The study presents a sensitivity analysis where not only the optimal input vector, but also the length of the database were examined. It was found that the optimal architecture for the forecaster was a layer recurrent neural network with ten neurons and a 1:3 delay ratio in the hidden layer. In addition, while the pie chart diagram for the third forecaster demonstrates that 79% of the error was between 0 and 0.25%, the average error in percentage for the validation step was the lowest (0.16%) of the different options analysed.
Although the forecasters’ accuracy was validated with real data, the steps explained in
Section 3.2 had to be taken to ensure that the optimal number of neurons and delay ratio was selected.

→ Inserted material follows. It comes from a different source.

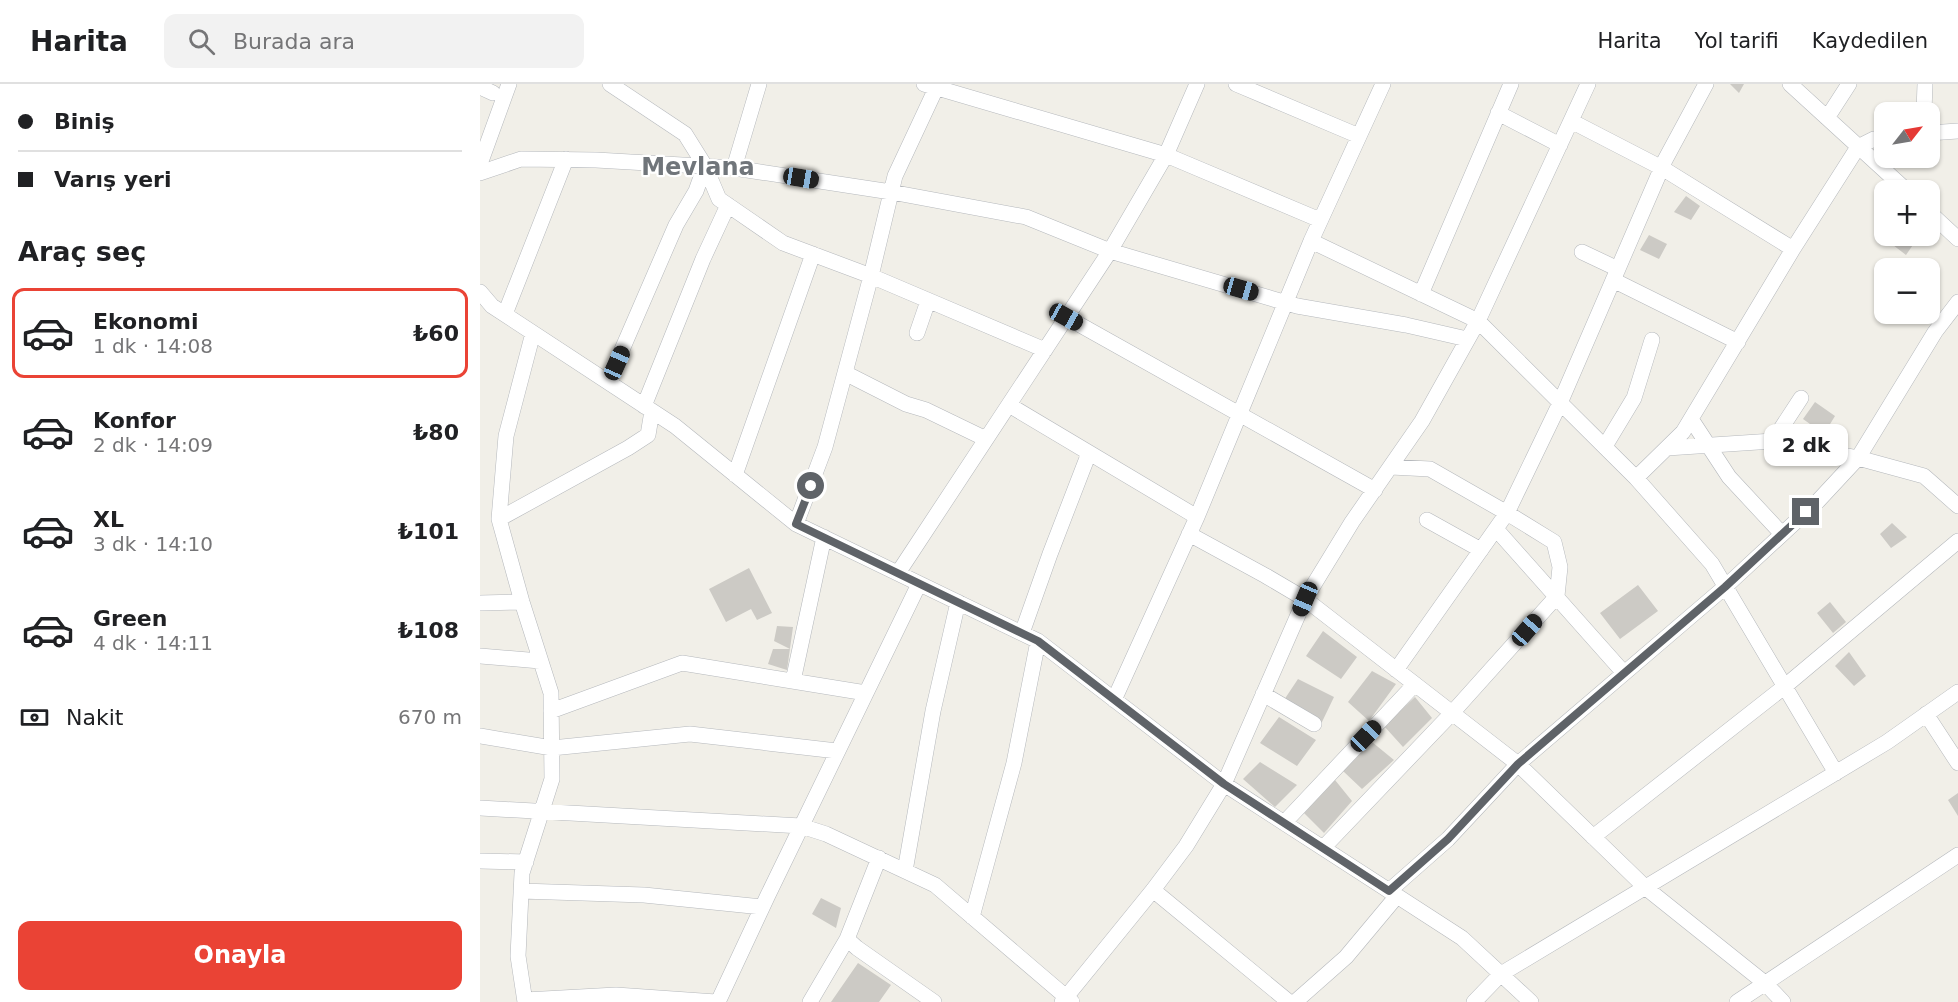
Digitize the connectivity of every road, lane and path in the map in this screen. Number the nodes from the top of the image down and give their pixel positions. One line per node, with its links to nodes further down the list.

Nevertheless, it was not necessary to repeat the process of selecting from among the different possible forecasters, due to the fact that the results of forecaster 3 outperformed the predictions made by the other options.
The analysis of the results provided by each option demonstrated that the season and hour of the day were key parameters in predicting power demand. In addition, after analysing the results, it was concluded that a database for a single year provided better results than a two-year database. Unexpectedly, if temperature was included as a parameter in the input vector, the forecaster’s error rate increased. This happened because the temperature changes were more volatile than the power demand changes, thus causing the uncertainty of the forecaster to increase.
The error metrics presented in this article were compared with the available literature and it was concluded that there was a slight improvement when the prediction horizon was 15 min and the power demand range was similar to or higher than the building examined in this study.
Since microgrids and smart grids are equipped with smart metres that record energy demand in real time, the methodology proposed in this research study can be applied to develop other forecasters to predict with sufficient accuracy the power demand 15 min ahead and send this information to the central unit control. This will allow the unit control to have more information about the future situation and make better decisions related to increasing the efficiency of the whole system.